Background: Tumour mutation burden (TMB), defined as the number of somatic mutations per megabase within the sequenced region in the tumour sample, has been used as a biomarker for predicting response to immune therapy. Several studies have been conducted to assess the utility of TMB for various cancer types; however, methods to measure TMB have not been adequately evaluated. In this study, we identified two sources of bias in current methods to calculate TMB.
Methods: We used simulated data to quantify the two sources of bias and their effect on TMB calculation, we down-sampled sequencing reads from exome sequencing datasets from TCGA to evaluate the consistency in TMB estimation across different sequencing depths. We analyzed data from ten cancer cohorts to investigate the relationship between inferred TMB and sequencing depth.

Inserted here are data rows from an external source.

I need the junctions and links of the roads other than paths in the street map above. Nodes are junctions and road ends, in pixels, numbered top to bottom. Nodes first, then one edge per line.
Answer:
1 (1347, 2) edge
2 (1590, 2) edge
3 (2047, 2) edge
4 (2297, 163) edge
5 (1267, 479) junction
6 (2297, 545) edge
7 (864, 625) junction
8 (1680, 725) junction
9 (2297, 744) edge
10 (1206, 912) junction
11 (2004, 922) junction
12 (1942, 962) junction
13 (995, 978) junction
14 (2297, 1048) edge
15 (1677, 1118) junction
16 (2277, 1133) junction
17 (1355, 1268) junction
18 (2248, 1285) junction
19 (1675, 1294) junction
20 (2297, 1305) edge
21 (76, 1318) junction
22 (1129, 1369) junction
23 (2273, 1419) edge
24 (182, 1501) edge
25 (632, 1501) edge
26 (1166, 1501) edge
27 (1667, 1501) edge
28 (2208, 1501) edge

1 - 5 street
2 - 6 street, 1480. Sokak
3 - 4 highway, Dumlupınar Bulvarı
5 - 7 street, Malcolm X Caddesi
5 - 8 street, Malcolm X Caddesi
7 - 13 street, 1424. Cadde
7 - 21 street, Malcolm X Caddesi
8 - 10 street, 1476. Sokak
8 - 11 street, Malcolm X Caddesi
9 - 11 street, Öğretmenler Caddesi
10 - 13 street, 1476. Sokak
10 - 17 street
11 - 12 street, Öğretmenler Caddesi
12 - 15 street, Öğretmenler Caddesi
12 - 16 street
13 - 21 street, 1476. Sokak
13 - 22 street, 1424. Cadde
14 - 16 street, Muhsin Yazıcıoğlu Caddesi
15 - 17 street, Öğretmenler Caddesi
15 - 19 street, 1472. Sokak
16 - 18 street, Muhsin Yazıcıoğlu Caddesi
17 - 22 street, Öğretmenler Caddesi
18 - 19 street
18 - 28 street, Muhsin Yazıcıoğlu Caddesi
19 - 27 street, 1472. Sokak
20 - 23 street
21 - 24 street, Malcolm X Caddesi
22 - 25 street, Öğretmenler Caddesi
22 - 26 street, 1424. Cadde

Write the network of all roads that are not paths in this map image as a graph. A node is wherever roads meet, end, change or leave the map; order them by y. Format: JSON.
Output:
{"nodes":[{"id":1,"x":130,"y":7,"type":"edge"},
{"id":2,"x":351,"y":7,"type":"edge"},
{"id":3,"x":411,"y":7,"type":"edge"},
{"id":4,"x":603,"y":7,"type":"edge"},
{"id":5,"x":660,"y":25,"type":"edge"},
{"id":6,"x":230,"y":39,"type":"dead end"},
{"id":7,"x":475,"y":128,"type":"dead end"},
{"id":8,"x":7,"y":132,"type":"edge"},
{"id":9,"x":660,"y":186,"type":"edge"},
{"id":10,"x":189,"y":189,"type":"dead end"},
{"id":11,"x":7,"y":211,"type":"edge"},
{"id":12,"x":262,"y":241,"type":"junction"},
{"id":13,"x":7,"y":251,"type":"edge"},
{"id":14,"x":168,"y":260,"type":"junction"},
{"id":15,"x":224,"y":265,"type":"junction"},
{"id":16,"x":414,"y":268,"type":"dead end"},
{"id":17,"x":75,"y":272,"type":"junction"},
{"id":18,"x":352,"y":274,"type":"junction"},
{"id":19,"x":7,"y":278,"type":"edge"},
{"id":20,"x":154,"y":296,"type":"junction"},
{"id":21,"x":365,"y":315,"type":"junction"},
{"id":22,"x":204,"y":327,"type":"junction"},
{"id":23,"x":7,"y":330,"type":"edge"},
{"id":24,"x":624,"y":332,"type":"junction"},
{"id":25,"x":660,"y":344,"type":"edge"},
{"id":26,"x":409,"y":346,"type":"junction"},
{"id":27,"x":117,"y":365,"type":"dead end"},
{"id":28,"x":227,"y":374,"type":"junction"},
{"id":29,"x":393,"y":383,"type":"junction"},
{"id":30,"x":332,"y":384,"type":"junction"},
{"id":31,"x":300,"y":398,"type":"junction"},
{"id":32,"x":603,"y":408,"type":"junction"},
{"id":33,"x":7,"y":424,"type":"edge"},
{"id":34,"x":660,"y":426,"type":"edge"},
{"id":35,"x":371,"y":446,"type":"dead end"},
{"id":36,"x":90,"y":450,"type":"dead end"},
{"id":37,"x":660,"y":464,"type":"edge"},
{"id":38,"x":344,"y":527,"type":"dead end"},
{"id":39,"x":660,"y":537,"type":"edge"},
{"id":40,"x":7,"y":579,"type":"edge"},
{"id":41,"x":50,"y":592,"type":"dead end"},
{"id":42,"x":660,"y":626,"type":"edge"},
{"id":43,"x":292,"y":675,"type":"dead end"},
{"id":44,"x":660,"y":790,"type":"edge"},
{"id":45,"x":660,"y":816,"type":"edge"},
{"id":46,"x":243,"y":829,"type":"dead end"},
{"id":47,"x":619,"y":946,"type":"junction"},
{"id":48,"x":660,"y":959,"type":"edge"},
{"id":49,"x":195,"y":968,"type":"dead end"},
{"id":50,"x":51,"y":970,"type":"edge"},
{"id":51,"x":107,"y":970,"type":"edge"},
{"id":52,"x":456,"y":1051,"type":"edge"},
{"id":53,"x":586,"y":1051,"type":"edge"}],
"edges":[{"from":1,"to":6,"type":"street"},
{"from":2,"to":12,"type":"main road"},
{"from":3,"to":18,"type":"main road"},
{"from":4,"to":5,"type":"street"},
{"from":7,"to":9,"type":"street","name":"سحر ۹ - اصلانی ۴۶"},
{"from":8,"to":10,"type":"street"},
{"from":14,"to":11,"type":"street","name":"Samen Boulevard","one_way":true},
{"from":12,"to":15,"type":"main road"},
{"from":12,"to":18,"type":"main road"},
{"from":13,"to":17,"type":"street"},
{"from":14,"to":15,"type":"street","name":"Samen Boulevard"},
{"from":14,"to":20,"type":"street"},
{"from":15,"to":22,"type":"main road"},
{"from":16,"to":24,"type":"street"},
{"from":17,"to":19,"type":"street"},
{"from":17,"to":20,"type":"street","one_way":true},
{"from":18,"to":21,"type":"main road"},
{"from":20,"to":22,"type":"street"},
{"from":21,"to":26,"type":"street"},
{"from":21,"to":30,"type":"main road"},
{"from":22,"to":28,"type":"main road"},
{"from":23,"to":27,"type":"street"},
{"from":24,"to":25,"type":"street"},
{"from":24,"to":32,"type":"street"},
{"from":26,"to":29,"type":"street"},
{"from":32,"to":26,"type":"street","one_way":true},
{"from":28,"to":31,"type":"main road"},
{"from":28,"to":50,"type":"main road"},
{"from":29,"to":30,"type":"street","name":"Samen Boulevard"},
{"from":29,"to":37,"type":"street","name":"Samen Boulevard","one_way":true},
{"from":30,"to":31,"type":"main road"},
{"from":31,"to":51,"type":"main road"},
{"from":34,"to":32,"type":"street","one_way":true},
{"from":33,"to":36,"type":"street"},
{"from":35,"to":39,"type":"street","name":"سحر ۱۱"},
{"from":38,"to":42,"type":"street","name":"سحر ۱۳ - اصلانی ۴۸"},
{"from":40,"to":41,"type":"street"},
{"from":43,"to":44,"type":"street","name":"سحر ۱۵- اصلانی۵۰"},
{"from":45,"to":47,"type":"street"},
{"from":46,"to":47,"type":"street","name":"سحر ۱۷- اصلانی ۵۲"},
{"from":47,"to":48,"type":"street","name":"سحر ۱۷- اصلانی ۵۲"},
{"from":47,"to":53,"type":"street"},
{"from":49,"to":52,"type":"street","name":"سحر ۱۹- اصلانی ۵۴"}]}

Results: We found that TMB, estimated by counting the number of somatic mutations above a threshold frequency (typically 0.05), is not robust to sequencing depth. Furthermore, we show that, because only mutations with an observed frequency greater than the threshold are considered, the observed mutant allele frequency provides a biased estimate of the true frequency. This can result in substantial over-estimation of the TMB, when the cancer sample includes a large number of somatic mutations at low frequencies, and exacerbates the lack of robustness of TMB to variation in sequencing depth and tumour purity.
Conclusion: Our results demonstrate that care needs to be taken in the estimation of TMB to ensure that results are unbiased and consistent across studies and we suggest that accurate and robust estimation of TMB could be achieved using statistical models that estimate the full mutant allele frequency spectrum.